DILEMMA AND ETHICS IN ACCOUNTING

Millions of people have seen a decline in their quality of life during the past few years as a result of financial problems in the United States and other countries.
It is well known that people facing financial troubles, or even just the threat of facing them, will occasionally look for innovative, unethical, or illegal ways to make ends meet.
A client’s insistence that an accountant participates in unethical behavior is one temptation that accountants must be prepared to withstand.
We’ll examine some of the unethical demands made on accountants in this article.
Experiment with numbers
One of the most typical unethical demands made by clients to their accountants involves allowing them to tamper with the books in order to falsify a person’s or company’s overall financial picture.
An accountant may face a particularly challenging choice in response to this request: risk losing the client or comply with the unethical request.

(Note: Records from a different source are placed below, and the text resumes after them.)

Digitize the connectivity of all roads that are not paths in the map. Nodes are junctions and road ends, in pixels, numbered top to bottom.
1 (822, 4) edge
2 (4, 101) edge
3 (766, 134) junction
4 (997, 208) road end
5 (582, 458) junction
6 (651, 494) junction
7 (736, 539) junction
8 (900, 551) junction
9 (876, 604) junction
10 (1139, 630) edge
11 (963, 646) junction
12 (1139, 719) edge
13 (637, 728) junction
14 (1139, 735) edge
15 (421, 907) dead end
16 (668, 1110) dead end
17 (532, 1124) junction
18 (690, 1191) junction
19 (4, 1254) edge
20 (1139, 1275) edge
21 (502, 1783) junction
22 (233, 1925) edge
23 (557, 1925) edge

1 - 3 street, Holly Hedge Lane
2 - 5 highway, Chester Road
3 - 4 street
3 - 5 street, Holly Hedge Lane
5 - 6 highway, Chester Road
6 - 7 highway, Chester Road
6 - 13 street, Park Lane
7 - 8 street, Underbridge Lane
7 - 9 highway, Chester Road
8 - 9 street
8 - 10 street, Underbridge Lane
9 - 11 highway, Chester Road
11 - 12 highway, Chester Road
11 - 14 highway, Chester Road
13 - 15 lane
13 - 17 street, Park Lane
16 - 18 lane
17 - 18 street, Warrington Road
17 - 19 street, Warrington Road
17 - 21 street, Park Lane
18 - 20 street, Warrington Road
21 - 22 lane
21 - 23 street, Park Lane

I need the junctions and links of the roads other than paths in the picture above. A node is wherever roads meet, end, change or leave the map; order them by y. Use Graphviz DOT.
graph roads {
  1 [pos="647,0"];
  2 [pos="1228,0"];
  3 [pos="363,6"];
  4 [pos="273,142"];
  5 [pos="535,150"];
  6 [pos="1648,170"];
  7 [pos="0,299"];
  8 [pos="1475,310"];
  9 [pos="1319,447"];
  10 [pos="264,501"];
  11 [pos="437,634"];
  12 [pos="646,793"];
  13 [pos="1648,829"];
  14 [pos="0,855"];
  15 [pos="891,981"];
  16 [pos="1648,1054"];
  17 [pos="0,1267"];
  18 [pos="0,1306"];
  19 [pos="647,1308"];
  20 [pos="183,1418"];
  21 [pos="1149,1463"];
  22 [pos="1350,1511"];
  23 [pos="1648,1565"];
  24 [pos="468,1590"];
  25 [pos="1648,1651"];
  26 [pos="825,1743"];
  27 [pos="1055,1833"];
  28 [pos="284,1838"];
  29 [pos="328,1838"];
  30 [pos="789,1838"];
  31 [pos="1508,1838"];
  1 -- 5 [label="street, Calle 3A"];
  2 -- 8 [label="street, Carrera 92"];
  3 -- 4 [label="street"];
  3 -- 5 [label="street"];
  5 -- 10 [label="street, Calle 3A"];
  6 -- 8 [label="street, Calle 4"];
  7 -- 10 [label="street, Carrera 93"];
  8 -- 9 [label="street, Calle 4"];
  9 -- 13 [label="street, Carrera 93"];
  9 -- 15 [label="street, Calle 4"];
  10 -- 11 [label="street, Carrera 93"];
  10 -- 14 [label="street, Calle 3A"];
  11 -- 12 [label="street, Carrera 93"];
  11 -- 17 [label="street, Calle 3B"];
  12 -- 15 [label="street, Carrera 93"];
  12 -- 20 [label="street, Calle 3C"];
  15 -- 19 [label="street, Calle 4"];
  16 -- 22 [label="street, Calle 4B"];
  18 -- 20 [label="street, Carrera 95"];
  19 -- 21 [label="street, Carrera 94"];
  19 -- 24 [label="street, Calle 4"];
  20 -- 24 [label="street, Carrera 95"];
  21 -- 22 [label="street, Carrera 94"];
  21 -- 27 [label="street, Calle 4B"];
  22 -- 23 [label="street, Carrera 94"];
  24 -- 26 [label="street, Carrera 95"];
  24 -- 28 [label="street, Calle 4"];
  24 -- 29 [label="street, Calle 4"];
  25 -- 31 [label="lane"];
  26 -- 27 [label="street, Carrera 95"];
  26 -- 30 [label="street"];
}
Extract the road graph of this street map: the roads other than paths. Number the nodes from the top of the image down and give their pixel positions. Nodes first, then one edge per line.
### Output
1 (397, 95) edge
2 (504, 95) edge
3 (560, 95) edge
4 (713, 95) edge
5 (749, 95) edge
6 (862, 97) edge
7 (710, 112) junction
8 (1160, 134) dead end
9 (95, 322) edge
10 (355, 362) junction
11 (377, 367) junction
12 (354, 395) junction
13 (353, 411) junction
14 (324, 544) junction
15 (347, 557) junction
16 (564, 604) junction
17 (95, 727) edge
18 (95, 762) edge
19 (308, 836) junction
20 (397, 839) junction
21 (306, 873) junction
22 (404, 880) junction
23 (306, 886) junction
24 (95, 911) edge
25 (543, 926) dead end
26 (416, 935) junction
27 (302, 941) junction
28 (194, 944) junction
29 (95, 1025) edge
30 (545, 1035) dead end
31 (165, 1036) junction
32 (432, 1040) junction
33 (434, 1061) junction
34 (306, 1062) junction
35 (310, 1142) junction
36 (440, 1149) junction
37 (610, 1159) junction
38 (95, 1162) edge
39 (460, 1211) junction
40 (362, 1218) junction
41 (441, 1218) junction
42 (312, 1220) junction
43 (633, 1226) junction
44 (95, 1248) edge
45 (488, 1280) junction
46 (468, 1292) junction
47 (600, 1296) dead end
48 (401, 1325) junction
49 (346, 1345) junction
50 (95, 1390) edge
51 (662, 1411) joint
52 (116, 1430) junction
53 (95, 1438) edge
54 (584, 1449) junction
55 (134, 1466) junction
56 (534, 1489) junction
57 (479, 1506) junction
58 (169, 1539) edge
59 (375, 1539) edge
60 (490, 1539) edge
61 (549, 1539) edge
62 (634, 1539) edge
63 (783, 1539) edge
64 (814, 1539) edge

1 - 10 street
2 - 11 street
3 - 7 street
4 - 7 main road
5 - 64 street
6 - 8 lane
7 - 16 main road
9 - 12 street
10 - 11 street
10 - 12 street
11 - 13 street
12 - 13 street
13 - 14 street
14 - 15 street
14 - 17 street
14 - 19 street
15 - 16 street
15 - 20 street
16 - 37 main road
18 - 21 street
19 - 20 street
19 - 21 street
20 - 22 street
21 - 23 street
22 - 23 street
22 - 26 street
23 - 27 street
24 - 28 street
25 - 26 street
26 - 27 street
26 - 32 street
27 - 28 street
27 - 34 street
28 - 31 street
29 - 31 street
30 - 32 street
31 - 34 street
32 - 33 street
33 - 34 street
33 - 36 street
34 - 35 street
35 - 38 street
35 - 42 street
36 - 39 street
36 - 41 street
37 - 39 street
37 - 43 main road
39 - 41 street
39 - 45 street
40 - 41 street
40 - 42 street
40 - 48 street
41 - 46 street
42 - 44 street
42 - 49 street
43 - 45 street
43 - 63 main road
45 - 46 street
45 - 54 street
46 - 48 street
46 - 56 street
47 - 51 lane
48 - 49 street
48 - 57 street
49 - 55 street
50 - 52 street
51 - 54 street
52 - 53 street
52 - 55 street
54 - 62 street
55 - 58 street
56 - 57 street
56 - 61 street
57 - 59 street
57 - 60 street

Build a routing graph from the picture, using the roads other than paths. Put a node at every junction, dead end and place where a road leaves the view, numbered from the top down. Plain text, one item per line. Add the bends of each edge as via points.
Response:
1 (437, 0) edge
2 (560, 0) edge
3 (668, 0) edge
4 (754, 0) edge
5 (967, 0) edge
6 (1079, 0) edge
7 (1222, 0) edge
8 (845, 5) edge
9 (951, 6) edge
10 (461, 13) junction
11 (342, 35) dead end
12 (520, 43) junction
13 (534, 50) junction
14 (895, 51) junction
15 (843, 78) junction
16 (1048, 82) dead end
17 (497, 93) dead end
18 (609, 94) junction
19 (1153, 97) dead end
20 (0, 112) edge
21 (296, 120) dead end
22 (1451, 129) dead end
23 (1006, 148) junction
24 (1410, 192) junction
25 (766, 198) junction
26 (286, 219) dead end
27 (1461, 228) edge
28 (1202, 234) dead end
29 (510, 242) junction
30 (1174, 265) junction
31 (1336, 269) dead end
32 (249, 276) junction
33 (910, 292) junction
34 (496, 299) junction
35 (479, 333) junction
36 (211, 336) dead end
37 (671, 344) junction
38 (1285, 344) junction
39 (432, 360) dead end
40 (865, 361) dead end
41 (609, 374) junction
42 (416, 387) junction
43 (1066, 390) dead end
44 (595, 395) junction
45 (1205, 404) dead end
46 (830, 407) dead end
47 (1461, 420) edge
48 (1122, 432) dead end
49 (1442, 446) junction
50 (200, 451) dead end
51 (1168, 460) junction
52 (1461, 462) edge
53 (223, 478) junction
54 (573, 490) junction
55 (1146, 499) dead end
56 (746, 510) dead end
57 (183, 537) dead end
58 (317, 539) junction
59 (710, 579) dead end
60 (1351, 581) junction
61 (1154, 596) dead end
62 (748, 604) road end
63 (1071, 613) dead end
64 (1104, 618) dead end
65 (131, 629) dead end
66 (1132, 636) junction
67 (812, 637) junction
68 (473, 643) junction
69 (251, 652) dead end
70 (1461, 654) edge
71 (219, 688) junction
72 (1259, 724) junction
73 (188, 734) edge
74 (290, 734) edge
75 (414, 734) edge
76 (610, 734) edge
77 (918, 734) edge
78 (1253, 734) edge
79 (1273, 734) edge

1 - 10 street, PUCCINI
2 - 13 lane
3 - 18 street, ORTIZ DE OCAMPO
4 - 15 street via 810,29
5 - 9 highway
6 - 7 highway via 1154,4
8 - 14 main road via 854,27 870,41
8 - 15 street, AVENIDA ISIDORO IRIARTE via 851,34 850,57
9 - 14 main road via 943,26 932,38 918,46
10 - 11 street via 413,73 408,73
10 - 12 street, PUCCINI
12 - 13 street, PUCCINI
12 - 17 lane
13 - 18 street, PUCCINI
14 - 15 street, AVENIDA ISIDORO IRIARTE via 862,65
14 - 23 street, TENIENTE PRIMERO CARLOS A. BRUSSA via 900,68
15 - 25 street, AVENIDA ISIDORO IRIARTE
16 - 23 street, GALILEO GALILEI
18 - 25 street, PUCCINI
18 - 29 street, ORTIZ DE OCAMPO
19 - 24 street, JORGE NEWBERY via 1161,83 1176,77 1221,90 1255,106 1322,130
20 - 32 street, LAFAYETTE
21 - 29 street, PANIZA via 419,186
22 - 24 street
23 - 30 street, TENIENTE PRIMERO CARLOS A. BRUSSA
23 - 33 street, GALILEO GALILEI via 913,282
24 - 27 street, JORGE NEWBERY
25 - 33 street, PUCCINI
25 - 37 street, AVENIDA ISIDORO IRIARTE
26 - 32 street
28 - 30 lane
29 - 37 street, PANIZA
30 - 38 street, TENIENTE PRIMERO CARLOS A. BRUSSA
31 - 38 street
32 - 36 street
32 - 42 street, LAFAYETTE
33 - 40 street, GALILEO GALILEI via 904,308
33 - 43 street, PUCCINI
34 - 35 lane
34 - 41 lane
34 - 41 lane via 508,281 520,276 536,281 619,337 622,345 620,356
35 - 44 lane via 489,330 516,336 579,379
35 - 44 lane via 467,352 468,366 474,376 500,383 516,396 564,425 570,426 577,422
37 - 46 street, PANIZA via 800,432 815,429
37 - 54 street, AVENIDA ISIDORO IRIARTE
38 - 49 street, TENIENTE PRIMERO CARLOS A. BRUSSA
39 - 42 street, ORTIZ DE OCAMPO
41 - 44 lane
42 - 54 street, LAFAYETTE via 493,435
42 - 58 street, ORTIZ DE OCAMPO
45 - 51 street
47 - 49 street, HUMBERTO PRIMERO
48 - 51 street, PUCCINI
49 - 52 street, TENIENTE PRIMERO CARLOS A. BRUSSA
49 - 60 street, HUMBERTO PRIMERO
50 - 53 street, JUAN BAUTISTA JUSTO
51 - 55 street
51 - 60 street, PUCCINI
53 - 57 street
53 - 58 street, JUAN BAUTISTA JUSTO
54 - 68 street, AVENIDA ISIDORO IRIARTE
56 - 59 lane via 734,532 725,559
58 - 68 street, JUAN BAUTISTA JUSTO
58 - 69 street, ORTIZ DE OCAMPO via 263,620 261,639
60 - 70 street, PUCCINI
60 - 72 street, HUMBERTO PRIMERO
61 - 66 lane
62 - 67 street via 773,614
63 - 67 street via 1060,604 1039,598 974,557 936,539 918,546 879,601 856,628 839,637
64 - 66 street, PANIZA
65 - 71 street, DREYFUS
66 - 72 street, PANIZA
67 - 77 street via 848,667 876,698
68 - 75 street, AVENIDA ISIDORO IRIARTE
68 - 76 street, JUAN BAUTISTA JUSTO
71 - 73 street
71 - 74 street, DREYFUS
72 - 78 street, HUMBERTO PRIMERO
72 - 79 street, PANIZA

Of course, acting morally is always the best course of action, even if it results in losing a crucial client.

Blindly Ignore –
Another frequent request that is unethical is to demand that an account just ignore any unethical or unlawful accounting or business activities.
Once more, a scenario like this could put the accountant in a challenging lose-lose predicament.

However, because accountability and honesty are two of the fundamental principles of the accounting profession, most accountants will be aware of what is proper and wrong action to do in such circumstances and must carry out the moral course of action.

Give a terrible idea the seal of approval – Sometimes a party will ask for an accountant’s opinion to persuade another party that a specific financial course of action is prudent.

The accountant should never, as in the other situations, merely concur to provide their seal of approval to a financial transaction if they are not confident that the course of action is financially healthy.